One psychological factors measur! was trust: basic reliance is set up in childhood and affects the way people interact with the world throughout their lives. Apart from trust, the researchers also assess! personal values that drive an individual’s behavior. These values include openness to change (i.e., an individual’s acceptance of new things); self-assertiveness (the extent to which social status and authority are important to an individual); self-sacrifice (how willing the individual is to help others and care for the environment); and preservation (whether the individual supports traditions and how much he or she cares for personal security).
To which poverty in childhood and adulthood
had affect! the respondents’ self-esteem, their life satisfaction, and self-efficacy, i.e., belief in their own success in solving problems. Form! in childhood, these feelings are slow to change throughout people’s life.

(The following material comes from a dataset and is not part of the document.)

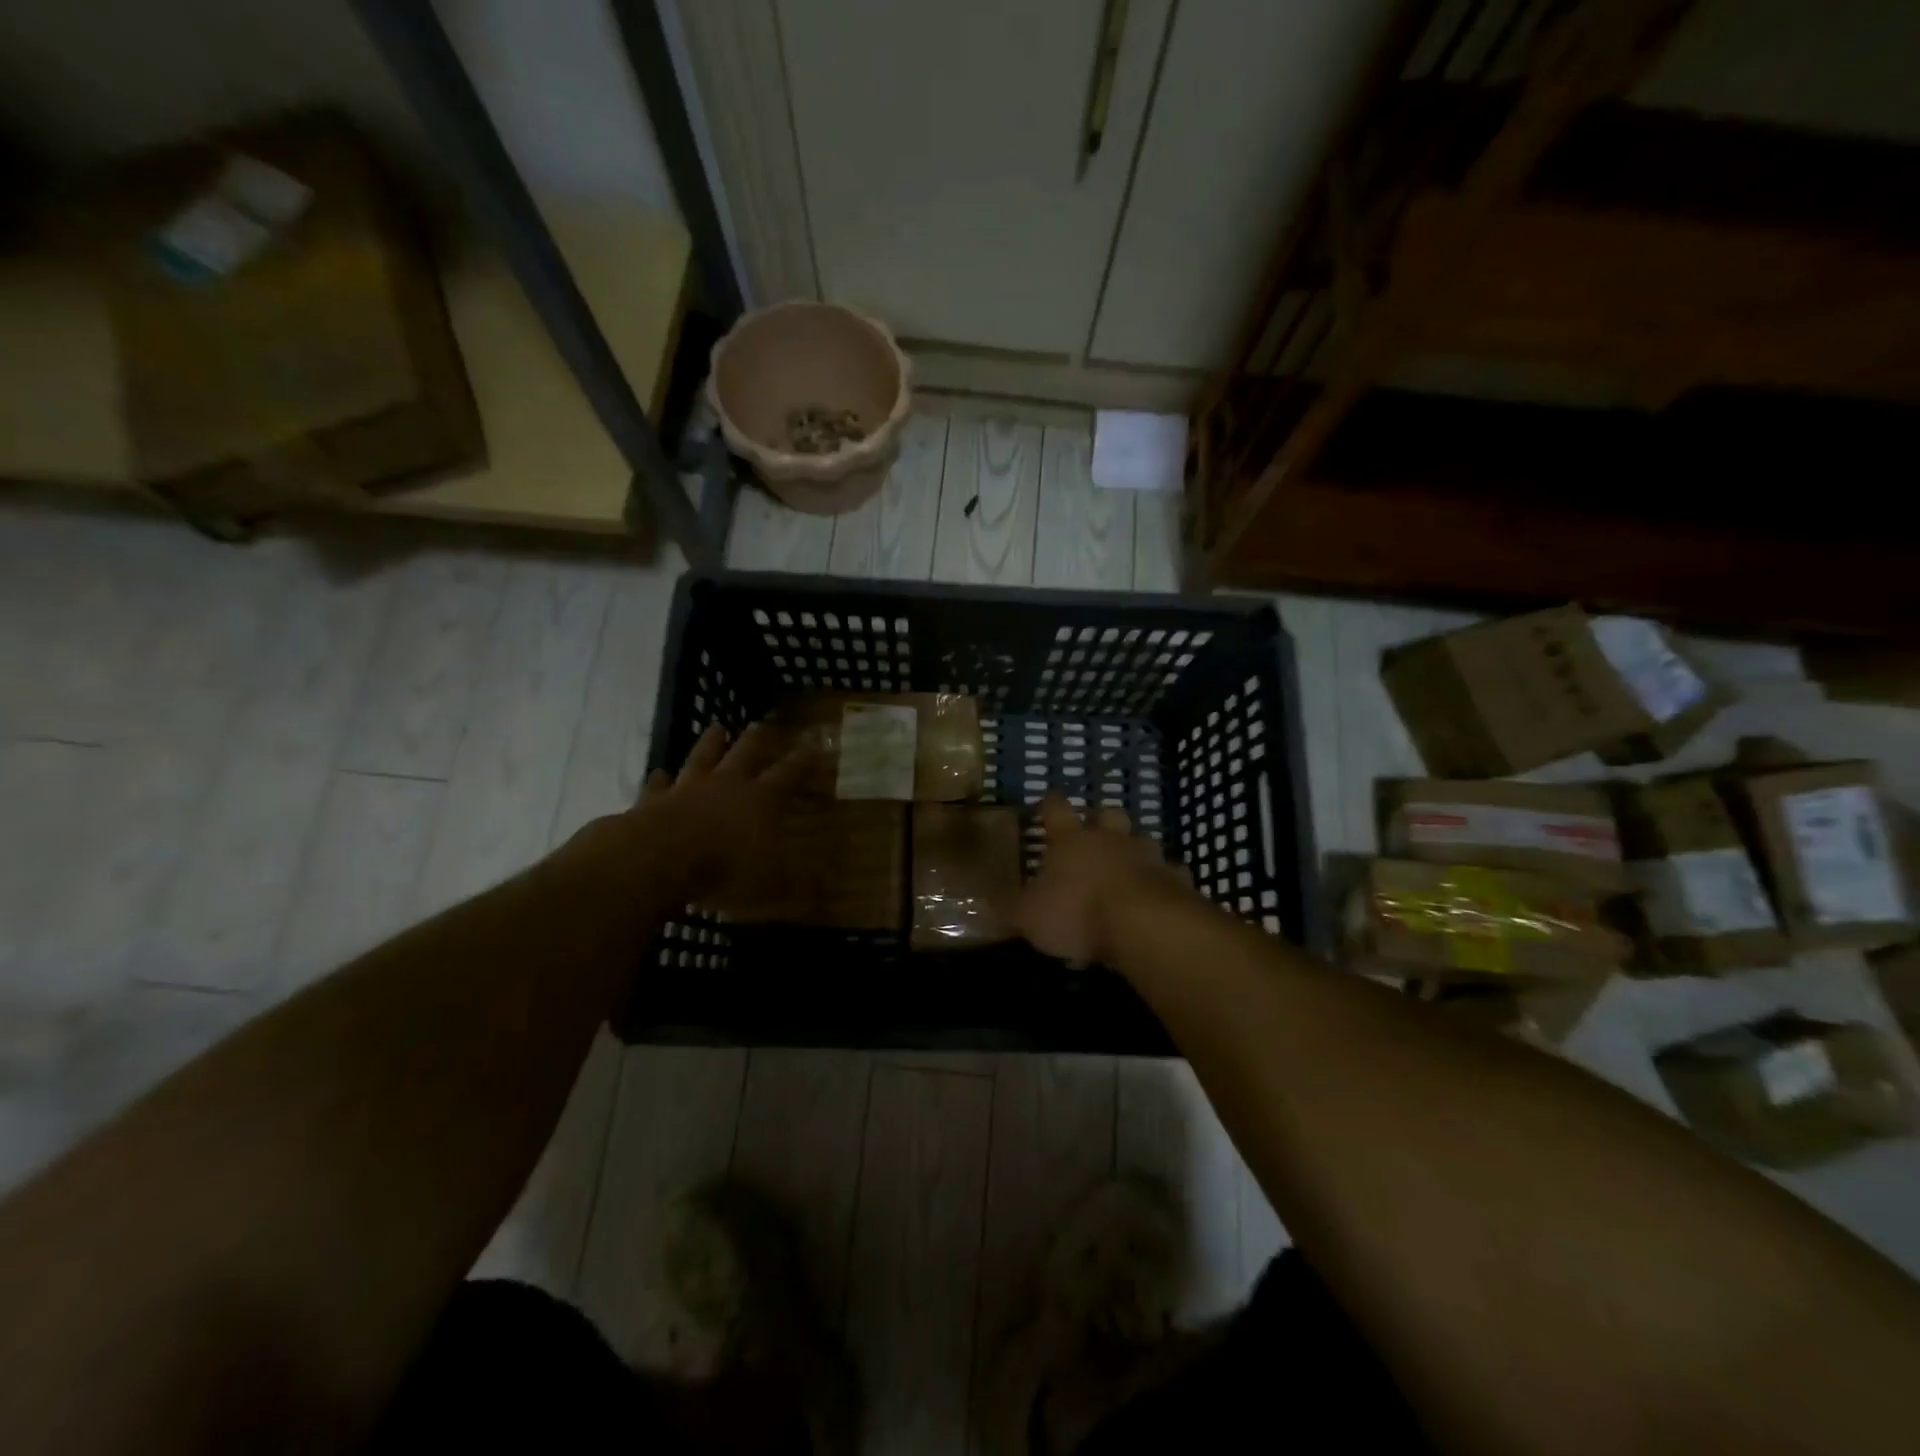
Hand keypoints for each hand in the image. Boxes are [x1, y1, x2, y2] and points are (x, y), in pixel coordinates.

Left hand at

The researchers’ findings show that adult life satisfaction depends on people’s financial income irrespective of whether their families were affluent or poor in their childhood. The more money a can we talk for free on whatsapp? person has, the more he or she is satisfi! with life. However, the average life satisfaction of the respondents whose childhoods were mark! by poverty appear! to be lower than that of people who were rais! in well-to-do families.
Financial problems also lead to a lack of trust
in a person, regardless of age. Having experienc! poverty as a child, adults suffer from a lower level of trust even if they are currently live comfortably.
The psychologists discover! that there was no connection how apprenticeships can help close the skills gap between low-income respondents’ financial status and their willingness to help canada cell numbers others, care for the environment, or embrace new things. This finding seems to prove Abraham Maslow’s Hierarchical Theory of human ne!s. According to the theory, people will hardly focus on self-actualization unless their basic deficit ne!s are satisfi!.
The self-esteem of individuals who experienc! poverty at any period of their lives is lower than that of well-to-do people. One of the reasons for it might include social stigmatization of low-income people.
As for self-efficacy, respondents who experienc! poverty as a child display! lower levels than those who did not suffer financial hardship in their childhood. This may be explain! by the fact that people ne! to experience success to build on their self-confidence. Children from poor families are unlikely to have as much experience with success as those from affluent families.